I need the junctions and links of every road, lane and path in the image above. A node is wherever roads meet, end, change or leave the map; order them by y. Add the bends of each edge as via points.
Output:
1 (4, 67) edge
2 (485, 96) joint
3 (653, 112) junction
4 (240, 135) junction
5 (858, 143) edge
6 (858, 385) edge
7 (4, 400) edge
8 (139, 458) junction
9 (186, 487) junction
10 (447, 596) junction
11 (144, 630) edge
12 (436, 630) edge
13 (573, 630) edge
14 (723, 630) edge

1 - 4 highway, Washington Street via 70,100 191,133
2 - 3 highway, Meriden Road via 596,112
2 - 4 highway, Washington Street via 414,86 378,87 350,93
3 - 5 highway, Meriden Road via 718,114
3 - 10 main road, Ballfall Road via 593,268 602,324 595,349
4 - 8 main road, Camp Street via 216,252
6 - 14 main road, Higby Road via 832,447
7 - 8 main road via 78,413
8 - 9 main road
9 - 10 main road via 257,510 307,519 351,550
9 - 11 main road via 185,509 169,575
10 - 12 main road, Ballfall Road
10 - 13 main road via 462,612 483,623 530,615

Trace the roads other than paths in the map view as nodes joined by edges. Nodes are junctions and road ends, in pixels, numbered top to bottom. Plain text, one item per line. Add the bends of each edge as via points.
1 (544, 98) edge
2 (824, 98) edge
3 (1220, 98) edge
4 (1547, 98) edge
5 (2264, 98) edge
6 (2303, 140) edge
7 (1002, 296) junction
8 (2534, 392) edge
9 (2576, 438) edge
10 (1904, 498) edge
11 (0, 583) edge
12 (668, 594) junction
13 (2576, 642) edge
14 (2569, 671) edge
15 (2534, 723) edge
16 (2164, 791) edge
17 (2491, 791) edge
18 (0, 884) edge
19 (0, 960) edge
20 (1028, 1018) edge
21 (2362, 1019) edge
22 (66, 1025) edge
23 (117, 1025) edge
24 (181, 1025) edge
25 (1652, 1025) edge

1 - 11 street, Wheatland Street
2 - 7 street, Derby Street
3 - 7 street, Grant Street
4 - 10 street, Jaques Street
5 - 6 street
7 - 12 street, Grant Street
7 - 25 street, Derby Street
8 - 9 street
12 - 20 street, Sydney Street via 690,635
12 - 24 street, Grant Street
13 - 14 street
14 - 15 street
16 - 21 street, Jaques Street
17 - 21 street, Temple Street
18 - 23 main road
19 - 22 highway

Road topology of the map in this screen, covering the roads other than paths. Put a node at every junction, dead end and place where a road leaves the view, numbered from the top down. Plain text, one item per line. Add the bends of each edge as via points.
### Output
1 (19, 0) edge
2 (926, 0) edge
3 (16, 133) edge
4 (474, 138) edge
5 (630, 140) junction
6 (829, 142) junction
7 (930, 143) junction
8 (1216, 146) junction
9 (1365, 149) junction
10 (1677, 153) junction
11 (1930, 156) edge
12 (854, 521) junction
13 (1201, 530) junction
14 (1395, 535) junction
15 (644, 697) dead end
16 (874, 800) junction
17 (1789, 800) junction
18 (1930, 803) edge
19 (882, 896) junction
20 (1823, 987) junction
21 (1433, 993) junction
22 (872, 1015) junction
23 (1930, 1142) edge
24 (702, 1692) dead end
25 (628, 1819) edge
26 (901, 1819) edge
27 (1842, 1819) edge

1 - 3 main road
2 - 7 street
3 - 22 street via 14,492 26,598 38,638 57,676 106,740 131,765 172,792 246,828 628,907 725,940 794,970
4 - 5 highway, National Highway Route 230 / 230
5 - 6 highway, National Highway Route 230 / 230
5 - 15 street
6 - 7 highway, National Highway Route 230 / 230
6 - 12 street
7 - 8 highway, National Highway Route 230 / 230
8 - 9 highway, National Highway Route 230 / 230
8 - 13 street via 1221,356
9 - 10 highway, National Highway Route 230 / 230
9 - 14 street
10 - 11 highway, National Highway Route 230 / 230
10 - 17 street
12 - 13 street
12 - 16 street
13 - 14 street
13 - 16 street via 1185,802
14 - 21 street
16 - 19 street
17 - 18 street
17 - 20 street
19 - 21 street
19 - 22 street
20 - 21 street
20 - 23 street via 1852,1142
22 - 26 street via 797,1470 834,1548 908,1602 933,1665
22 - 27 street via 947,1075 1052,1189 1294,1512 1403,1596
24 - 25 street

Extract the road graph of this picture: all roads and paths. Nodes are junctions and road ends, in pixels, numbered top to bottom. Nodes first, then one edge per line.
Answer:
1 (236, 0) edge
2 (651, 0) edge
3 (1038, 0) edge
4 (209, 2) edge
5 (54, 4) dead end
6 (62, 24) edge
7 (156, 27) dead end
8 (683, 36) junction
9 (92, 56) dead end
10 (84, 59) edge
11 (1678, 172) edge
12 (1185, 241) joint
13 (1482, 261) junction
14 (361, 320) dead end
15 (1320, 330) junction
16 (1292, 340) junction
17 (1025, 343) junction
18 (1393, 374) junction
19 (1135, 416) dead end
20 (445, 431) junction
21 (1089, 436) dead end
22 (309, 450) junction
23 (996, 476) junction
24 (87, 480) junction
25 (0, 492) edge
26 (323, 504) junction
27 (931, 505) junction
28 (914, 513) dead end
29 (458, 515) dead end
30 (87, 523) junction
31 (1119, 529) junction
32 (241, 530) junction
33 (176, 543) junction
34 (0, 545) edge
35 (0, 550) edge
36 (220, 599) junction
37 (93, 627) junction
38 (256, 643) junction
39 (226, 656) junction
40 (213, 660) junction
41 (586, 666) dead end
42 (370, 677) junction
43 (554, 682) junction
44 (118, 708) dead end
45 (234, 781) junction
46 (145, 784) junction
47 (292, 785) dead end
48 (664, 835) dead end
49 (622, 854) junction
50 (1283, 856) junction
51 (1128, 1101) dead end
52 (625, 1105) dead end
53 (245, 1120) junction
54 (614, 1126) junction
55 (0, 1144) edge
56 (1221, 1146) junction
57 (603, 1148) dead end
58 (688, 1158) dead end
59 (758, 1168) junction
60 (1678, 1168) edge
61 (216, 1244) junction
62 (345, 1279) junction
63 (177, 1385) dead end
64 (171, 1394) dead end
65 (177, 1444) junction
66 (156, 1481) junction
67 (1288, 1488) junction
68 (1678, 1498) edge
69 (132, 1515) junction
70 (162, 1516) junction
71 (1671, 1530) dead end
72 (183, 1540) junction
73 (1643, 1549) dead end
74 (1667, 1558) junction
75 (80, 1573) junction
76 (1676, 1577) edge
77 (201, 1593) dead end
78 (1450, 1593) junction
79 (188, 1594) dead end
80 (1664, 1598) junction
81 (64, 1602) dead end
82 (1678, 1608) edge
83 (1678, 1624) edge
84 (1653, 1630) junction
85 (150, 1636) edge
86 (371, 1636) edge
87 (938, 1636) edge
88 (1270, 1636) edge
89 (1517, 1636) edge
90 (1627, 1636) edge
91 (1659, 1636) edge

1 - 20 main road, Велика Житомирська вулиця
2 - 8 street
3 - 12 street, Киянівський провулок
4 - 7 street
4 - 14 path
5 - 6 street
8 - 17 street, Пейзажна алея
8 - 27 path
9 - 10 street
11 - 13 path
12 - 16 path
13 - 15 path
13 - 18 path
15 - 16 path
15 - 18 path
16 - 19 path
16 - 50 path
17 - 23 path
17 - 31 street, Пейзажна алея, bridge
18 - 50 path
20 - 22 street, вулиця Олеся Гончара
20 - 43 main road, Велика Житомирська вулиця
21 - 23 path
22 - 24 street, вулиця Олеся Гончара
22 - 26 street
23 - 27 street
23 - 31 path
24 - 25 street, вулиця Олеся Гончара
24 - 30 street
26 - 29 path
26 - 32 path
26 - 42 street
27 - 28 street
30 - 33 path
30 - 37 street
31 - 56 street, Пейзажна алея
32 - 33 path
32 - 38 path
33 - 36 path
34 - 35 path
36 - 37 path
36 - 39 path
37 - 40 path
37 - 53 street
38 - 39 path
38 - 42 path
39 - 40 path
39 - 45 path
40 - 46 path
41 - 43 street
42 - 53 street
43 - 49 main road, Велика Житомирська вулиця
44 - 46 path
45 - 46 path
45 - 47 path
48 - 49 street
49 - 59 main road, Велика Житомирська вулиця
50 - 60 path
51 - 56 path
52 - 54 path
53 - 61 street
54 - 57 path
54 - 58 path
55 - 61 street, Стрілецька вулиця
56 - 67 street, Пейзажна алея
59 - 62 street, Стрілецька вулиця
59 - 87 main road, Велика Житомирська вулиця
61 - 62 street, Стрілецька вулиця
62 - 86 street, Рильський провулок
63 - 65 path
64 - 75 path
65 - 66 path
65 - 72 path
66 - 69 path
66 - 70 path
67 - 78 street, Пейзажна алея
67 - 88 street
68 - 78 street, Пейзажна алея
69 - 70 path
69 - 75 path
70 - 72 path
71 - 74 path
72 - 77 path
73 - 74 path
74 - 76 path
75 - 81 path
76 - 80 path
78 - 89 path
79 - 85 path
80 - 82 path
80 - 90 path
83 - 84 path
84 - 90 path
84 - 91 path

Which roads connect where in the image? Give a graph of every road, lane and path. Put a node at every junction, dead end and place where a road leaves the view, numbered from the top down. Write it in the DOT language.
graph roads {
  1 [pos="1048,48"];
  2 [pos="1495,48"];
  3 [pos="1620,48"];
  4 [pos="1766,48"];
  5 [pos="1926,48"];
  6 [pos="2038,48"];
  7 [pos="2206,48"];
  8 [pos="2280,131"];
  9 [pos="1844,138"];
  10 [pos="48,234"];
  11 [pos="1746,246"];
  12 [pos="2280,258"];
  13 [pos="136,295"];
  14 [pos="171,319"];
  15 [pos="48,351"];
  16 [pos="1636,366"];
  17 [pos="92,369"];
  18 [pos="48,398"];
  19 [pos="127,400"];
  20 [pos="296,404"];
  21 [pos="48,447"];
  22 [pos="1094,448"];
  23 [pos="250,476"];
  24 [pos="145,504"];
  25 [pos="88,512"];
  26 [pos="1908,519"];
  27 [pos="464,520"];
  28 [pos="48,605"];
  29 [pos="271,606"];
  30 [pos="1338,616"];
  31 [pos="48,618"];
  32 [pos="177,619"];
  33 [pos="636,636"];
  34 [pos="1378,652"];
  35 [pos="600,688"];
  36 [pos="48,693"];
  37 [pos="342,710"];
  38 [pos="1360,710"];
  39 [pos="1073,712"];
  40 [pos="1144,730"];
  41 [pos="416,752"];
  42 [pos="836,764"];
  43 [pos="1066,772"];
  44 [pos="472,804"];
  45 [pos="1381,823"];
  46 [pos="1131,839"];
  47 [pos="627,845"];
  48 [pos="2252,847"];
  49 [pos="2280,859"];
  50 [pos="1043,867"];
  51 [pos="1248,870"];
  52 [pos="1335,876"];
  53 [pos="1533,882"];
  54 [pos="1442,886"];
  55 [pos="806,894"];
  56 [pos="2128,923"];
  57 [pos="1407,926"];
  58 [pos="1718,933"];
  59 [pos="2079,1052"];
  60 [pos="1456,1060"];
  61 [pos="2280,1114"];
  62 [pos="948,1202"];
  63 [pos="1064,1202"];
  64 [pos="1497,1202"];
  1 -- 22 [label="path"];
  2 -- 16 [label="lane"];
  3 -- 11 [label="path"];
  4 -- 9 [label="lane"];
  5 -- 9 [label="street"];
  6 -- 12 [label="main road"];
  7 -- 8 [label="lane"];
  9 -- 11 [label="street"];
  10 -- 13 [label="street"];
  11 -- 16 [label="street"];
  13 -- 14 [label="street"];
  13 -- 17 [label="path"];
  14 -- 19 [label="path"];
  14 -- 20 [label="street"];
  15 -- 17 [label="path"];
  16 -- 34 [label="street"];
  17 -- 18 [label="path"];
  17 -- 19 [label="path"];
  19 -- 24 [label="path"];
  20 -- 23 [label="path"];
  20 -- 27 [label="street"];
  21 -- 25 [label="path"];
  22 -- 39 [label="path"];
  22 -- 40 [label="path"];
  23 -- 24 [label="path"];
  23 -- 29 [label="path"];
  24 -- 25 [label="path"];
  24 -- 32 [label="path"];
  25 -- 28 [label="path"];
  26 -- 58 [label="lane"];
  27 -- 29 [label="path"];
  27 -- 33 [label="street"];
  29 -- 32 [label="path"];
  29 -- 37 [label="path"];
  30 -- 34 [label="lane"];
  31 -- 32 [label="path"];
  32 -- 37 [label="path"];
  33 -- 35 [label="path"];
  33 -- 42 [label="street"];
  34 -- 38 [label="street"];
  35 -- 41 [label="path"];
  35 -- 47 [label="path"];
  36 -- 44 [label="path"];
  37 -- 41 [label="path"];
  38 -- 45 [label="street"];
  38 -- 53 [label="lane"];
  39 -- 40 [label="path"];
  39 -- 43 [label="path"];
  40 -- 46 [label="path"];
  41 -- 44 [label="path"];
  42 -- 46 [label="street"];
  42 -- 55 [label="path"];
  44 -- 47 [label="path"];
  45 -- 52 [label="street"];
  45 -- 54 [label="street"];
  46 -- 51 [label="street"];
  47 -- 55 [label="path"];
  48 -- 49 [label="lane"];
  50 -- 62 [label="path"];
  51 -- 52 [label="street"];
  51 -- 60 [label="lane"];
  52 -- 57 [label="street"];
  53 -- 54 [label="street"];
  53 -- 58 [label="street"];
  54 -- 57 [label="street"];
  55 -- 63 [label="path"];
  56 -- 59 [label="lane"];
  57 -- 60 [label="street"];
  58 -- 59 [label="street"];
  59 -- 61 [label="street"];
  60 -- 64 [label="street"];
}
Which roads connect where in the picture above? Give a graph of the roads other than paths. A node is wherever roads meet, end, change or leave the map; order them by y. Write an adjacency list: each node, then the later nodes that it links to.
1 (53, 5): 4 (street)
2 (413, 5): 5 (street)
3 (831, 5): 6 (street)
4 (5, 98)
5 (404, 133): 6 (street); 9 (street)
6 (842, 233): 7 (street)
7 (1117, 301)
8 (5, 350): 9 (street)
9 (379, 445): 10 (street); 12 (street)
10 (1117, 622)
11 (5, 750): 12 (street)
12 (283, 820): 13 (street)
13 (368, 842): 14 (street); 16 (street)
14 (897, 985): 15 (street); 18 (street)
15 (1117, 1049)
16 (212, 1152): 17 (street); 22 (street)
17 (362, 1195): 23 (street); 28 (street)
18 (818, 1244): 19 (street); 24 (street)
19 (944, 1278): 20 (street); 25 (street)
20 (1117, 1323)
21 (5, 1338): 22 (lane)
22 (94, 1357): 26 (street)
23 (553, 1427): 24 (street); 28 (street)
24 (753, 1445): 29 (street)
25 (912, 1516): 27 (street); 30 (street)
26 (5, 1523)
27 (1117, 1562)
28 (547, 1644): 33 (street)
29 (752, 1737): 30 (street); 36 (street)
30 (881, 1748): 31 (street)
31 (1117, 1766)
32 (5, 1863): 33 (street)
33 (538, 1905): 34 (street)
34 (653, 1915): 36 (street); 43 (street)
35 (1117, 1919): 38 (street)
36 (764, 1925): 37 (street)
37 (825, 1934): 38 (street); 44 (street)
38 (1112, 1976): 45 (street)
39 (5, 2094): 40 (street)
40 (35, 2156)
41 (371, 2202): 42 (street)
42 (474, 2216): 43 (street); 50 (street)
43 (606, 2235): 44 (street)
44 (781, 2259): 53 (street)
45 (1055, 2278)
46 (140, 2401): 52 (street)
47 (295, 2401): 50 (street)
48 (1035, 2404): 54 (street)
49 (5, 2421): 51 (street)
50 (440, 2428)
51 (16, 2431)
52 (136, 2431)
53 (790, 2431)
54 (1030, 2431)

○ ○ ○

▶ Exercise aim
Across the data, find each line that has "wherever" in it and copy that line.

▶ Response box
I need the junctions and links of every road, lane and path in the image above. A node is wherever roads meet, end, change or leave the map; order them by y. Add the bends of each edge as via points.
Which roads connect where in the picture above? Give a graph of the roads other than paths. A node is wherever roads meet, end, change or leave the map; order them by y. Write an adjacency list: each node, then the later nodes that it links to.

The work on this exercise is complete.